The problem in question asks for $$ \sum_{n\le x} \prod_{j=1}^{k} (1-\mu(n+j)^2) $$ and expanding out the product we get that this is $$ \sum_{n\le x} \sum_{K \subset \{1,\ldots, k\}} (-1)^{|K|} \prod_{j\in K} \mu(n+j)^2, $$ which by Mirsky's result is $$ \sim x \sum_{K\subset \{1,\ldots, k\}} (-1)^{|K|} C_0(K) \sim C(k) x, $$ for a suitable constant $C(k)$.

As noted in my comment it is now easy to see that $$ C(2) = 1- 2 \frac{6}{\pi^2} + C_0(\{1,2\}) = 1-\frac{12}{\pi^2}+ \prod_p \Big(1-\frac{2}{p^2}\Big). $$ Further $$ C(3) =1-\frac{18}{\pi^2} + 3 \prod_{p} \Big(1-\frac{2}{p^2} \Big) - \prod_p \Big(1-\frac{3}{p^2}\Big); $$ $$ C(4)=1-\frac{24}{\pi^2}+6\prod_p \Big(1-\frac{2}{p^2}\Big) -4\prod_p\Big(1-\frac{3}{p^2}\Big). $$ From $C(5)$ on, things will be more messy.

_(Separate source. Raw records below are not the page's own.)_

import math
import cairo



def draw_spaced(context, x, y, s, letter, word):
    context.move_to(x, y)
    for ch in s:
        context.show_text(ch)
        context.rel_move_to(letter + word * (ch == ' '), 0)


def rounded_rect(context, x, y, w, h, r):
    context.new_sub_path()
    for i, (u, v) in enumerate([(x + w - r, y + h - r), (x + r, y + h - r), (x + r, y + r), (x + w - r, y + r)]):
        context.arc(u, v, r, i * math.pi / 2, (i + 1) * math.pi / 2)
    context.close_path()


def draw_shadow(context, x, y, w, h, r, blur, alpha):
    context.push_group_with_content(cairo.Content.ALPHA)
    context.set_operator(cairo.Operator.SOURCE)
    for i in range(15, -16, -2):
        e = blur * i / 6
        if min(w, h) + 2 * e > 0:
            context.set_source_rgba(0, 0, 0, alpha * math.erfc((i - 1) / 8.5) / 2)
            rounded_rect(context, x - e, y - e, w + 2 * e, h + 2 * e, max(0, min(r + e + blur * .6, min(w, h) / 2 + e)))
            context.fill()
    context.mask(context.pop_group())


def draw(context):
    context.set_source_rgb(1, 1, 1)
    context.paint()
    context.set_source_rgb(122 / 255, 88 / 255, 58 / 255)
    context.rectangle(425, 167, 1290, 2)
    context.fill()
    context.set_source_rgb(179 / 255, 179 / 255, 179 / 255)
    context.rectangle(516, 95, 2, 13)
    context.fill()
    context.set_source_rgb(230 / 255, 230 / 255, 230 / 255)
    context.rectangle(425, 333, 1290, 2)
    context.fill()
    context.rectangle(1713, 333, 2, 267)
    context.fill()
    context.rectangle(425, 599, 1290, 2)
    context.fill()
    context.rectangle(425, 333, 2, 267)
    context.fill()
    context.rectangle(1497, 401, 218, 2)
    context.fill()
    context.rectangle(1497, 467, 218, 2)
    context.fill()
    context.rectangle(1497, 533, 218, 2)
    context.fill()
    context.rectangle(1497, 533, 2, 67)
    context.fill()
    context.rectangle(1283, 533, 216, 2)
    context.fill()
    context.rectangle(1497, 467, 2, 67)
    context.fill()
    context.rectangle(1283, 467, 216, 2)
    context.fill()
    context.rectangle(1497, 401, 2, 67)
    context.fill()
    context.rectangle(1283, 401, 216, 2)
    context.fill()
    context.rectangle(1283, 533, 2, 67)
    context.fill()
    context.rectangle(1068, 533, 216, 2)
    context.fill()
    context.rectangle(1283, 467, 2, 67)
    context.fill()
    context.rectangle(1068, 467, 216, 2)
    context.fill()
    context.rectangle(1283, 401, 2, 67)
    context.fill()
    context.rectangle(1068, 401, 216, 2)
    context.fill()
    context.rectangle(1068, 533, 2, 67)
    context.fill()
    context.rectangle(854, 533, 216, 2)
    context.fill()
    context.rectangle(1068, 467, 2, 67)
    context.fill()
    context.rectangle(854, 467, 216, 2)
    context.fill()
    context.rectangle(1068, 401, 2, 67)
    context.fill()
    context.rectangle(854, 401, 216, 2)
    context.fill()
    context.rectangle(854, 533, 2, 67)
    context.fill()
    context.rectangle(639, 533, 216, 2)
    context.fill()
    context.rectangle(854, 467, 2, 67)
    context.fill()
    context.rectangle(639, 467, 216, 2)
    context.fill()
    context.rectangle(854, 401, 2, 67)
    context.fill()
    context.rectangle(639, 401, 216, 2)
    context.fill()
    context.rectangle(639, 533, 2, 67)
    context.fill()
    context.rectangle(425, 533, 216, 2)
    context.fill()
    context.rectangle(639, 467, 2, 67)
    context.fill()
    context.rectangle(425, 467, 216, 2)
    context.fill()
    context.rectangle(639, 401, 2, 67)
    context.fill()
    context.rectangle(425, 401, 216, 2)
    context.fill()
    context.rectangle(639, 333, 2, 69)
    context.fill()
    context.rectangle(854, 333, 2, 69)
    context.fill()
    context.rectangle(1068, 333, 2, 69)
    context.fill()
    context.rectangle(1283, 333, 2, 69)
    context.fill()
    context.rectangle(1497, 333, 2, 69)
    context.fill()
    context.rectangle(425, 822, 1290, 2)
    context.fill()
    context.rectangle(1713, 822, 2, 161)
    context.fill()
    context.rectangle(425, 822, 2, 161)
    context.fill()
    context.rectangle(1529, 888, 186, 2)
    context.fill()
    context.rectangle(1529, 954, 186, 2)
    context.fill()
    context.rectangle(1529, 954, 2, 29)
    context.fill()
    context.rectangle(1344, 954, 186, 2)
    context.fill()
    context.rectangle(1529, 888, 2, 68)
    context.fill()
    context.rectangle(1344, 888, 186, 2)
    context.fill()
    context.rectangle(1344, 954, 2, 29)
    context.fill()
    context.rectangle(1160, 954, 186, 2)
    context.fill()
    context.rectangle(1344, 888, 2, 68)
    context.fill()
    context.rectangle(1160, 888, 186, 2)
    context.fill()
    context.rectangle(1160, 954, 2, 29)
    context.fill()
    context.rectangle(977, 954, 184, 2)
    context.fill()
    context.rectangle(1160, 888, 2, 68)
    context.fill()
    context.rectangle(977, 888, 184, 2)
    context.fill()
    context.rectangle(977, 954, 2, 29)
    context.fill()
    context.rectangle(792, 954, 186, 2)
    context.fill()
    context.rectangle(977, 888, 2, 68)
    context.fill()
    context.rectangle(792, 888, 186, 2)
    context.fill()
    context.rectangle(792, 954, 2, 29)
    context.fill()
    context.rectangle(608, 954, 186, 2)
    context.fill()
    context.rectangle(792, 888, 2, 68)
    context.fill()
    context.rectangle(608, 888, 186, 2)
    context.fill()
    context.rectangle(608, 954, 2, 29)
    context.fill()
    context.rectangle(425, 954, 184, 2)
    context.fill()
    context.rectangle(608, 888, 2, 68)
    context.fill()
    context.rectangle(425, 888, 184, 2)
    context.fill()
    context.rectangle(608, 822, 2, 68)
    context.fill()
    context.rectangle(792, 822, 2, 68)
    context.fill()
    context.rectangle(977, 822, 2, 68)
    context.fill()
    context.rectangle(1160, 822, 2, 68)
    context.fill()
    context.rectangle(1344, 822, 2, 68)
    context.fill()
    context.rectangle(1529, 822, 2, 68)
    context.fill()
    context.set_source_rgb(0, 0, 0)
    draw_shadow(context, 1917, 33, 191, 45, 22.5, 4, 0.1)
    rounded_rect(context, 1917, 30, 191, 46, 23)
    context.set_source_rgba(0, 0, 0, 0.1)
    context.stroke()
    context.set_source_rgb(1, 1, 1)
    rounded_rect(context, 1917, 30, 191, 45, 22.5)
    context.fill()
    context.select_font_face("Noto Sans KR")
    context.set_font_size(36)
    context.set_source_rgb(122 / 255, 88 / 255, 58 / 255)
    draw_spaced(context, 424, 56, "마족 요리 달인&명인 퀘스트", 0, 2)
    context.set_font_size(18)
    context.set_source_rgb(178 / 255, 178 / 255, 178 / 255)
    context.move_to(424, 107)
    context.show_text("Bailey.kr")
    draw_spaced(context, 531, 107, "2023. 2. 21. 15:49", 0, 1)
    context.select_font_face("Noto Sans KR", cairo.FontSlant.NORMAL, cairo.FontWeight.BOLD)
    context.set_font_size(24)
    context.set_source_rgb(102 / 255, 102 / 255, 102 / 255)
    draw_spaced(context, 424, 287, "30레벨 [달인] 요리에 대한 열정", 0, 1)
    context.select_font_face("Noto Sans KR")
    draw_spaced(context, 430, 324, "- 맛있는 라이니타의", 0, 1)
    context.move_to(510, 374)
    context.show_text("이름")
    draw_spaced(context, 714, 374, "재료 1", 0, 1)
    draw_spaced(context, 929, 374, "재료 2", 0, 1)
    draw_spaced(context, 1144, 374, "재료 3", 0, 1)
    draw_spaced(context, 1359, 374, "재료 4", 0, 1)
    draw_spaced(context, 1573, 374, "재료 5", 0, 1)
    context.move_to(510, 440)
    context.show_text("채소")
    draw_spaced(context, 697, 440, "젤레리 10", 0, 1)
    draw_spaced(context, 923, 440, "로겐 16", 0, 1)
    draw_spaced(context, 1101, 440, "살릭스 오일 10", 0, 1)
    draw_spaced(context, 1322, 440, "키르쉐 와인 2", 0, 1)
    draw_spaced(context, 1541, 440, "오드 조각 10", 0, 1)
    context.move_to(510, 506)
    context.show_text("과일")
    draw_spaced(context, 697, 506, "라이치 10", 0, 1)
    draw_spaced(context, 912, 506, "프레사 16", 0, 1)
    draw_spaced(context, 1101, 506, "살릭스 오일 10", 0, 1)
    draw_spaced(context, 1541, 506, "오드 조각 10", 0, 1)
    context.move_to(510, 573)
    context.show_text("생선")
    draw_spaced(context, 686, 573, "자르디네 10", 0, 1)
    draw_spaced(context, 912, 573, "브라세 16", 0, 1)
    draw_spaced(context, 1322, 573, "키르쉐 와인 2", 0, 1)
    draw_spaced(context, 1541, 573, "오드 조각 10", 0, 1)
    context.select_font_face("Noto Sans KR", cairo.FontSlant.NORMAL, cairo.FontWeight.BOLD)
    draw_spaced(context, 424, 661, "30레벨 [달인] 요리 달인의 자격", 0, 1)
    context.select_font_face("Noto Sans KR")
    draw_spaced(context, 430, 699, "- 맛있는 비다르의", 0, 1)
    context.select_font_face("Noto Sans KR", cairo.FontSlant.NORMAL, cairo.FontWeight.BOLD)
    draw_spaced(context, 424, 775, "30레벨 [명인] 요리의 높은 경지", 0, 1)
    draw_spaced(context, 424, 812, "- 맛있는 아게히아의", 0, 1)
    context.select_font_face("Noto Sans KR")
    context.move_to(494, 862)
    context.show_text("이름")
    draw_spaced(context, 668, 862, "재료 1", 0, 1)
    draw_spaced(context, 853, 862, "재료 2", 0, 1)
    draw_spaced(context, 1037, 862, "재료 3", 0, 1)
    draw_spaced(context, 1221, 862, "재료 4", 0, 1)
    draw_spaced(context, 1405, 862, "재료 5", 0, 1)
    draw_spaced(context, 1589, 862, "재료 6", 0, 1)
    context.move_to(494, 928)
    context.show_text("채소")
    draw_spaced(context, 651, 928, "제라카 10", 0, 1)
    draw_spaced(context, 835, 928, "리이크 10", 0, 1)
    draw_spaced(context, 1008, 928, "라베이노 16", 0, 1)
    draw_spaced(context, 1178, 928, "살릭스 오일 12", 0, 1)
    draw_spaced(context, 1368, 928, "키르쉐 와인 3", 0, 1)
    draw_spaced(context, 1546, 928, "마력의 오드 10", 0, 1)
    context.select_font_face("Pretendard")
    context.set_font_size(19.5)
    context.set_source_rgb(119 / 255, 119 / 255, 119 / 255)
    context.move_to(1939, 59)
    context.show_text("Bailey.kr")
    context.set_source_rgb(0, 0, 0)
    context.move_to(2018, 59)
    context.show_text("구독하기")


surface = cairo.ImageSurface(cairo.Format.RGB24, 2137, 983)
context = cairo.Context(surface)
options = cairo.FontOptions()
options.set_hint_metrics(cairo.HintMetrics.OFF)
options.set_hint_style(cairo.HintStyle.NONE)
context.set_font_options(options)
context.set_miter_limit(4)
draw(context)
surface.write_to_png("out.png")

Added: In my comment to the question I noted that $C(k)$ seems to decay like $k^{-(c+o(1))k}$ for large $k$ and this is in keeping with the $\log n/\log \log n$ behavior in the related question on long gaps between square-free numbers. In this context, I recently came across a paper by Geoffrey Grimmett which proves that $C(k)=k^{-(6/\pi^2+o(1))k}$ as $k \to \infty$. The paper appeared in Math. Proc. Camb. Phil. Soc. in 1997, and the link is to a preprint from the author's homepage.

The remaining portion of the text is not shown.